__Assignment__
Below are some lines of data. Return all of them as they are.

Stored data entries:
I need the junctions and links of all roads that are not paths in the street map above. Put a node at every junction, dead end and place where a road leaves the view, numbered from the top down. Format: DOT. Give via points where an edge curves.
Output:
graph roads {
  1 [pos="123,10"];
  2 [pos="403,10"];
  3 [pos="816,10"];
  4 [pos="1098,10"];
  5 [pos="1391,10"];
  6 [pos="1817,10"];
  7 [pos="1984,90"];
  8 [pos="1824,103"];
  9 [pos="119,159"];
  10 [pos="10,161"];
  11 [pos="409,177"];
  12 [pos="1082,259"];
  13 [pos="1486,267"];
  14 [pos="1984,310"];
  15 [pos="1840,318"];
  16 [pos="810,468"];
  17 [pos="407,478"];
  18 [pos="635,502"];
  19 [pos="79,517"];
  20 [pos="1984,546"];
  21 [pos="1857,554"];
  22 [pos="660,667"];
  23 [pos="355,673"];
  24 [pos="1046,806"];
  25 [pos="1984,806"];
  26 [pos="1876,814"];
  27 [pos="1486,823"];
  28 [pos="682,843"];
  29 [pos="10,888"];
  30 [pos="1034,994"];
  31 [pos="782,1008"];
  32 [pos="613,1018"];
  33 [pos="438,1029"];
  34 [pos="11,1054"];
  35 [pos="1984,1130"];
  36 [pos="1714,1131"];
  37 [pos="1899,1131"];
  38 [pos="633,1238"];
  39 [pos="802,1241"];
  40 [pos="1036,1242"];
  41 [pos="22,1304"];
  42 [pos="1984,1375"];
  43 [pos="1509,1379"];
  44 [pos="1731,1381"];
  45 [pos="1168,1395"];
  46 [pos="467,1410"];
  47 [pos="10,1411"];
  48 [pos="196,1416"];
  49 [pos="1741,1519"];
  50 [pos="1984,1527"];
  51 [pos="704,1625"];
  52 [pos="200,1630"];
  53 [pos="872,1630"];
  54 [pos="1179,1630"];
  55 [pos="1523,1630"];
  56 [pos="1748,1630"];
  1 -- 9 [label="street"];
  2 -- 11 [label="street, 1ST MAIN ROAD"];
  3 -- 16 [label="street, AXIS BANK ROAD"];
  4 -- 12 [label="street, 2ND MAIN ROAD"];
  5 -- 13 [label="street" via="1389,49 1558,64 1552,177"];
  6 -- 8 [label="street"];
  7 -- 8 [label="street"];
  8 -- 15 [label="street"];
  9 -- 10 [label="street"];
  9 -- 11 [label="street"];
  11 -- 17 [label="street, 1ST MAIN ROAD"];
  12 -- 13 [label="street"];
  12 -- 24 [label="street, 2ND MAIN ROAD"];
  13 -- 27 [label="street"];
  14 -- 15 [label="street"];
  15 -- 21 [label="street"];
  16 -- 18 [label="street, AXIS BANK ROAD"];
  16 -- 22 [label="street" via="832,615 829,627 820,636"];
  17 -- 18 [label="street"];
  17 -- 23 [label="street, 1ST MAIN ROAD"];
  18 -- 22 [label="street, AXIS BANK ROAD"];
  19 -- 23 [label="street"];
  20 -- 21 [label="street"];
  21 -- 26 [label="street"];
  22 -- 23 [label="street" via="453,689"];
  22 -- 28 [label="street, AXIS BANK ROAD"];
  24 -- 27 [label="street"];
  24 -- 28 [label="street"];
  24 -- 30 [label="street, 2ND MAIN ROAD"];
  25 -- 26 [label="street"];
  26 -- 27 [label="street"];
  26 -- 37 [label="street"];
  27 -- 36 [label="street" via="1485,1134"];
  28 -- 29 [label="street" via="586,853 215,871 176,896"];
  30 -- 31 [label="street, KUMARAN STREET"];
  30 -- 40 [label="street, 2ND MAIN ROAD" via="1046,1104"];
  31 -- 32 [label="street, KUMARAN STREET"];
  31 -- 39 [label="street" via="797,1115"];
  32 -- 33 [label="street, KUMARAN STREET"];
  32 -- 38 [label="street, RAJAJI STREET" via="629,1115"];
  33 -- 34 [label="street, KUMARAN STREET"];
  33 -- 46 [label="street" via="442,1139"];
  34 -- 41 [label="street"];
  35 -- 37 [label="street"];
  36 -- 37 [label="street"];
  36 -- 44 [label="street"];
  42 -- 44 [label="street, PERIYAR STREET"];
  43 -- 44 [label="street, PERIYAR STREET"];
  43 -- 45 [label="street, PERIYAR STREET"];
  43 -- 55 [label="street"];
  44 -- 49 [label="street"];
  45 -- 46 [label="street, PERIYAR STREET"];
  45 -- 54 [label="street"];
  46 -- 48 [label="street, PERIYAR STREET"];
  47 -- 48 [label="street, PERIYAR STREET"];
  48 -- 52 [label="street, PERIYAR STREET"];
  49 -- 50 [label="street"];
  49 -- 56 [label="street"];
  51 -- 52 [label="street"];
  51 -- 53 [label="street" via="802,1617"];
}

__Result of this exercise__
I need the junctions and links of all roads that are not paths in the street map above. Put a node at every junction, dead end and place where a road leaves the view, numbered from the top down. Format: DOT. Give via points where an edge curves.
Output:
graph roads {
  1 [pos="123,10"];
  2 [pos="403,10"];
  3 [pos="816,10"];
  4 [pos="1098,10"];
  5 [pos="1391,10"];
  6 [pos="1817,10"];
  7 [pos="1984,90"];
  8 [pos="1824,103"];
  9 [pos="119,159"];
  10 [pos="10,161"];
  11 [pos="409,177"];
  12 [pos="1082,259"];
  13 [pos="1486,267"];
  14 [pos="1984,310"];
  15 [pos="1840,318"];
  16 [pos="810,468"];
  17 [pos="407,478"];
  18 [pos="635,502"];
  19 [pos="79,517"];
  20 [pos="1984,546"];
  21 [pos="1857,554"];
  22 [pos="660,667"];
  23 [pos="355,673"];
  24 [pos="1046,806"];
  25 [pos="1984,806"];
  26 [pos="1876,814"];
  27 [pos="1486,823"];
  28 [pos="682,843"];
  29 [pos="10,888"];
  30 [pos="1034,994"];
  31 [pos="782,1008"];
  32 [pos="613,1018"];
  33 [pos="438,1029"];
  34 [pos="11,1054"];
  35 [pos="1984,1130"];
  36 [pos="1714,1131"];
  37 [pos="1899,1131"];
  38 [pos="633,1238"];
  39 [pos="802,1241"];
  40 [pos="1036,1242"];
  41 [pos="22,1304"];
  42 [pos="1984,1375"];
  43 [pos="1509,1379"];
  44 [pos="1731,1381"];
  45 [pos="1168,1395"];
  46 [pos="467,1410"];
  47 [pos="10,1411"];
  48 [pos="196,1416"];
  49 [pos="1741,1519"];
  50 [pos="1984,1527"];
  51 [pos="704,1625"];
  52 [pos="200,1630"];
  53 [pos="872,1630"];
  54 [pos="1179,1630"];
  55 [pos="1523,1630"];
  56 [pos="1748,1630"];
  1 -- 9 [label="street"];
  2 -- 11 [label="street, 1ST MAIN ROAD"];
  3 -- 16 [label="street, AXIS BANK ROAD"];
  4 -- 12 [label="street, 2ND MAIN ROAD"];
  5 -- 13 [label="street" via="1389,49 1558,64 1552,177"];
  6 -- 8 [label="street"];
  7 -- 8 [label="street"];
  8 -- 15 [label="street"];
  9 -- 10 [label="street"];
  9 -- 11 [label="street"];
  11 -- 17 [label="street, 1ST MAIN ROAD"];
  12 -- 13 [label="street"];
  12 -- 24 [label="street, 2ND MAIN ROAD"];
  13 -- 27 [label="street"];
  14 -- 15 [label="street"];
  15 -- 21 [label="street"];
  16 -- 18 [label="street, AXIS BANK ROAD"];
  16 -- 22 [label="street" via="832,615 829,627 820,636"];
  17 -- 18 [label="street"];
  17 -- 23 [label="street, 1ST MAIN ROAD"];
  18 -- 22 [label="street, AXIS BANK ROAD"];
  19 -- 23 [label="street"];
  20 -- 21 [label="street"];
  21 -- 26 [label="street"];
  22 -- 23 [label="street" via="453,689"];
  22 -- 28 [label="street, AXIS BANK ROAD"];
  24 -- 27 [label="street"];
  24 -- 28 [label="street"];
  24 -- 30 [label="street, 2ND MAIN ROAD"];
  25 -- 26 [label="street"];
  26 -- 27 [label="street"];
  26 -- 37 [label="street"];
  27 -- 36 [label="street" via="1485,1134"];
  28 -- 29 [label="street" via="586,853 215,871 176,896"];
  30 -- 31 [label="street, KUMARAN STREET"];
  30 -- 40 [label="street, 2ND MAIN ROAD" via="1046,1104"];
  31 -- 32 [label="street, KUMARAN STREET"];
  31 -- 39 [label="street" via="797,1115"];
  32 -- 33 [label="street, KUMARAN STREET"];
  32 -- 38 [label="street, RAJAJI STREET" via="629,1115"];
  33 -- 34 [label="street, KUMARAN STREET"];
  33 -- 46 [label="street" via="442,1139"];
  34 -- 41 [label="street"];
  35 -- 37 [label="street"];
  36 -- 37 [label="street"];
  36 -- 44 [label="street"];
  42 -- 44 [label="street, PERIYAR STREET"];
  43 -- 44 [label="street, PERIYAR STREET"];
  43 -- 45 [label="street, PERIYAR STREET"];
  43 -- 55 [label="street"];
  44 -- 49 [label="street"];
  45 -- 46 [label="street, PERIYAR STREET"];
  45 -- 54 [label="street"];
  46 -- 48 [label="street, PERIYAR STREET"];
  47 -- 48 [label="street, PERIYAR STREET"];
  48 -- 52 [label="street, PERIYAR STREET"];
  49 -- 50 [label="street"];
  49 -- 56 [label="street"];
  51 -- 52 [label="street"];
  51 -- 53 [label="street" via="802,1617"];
}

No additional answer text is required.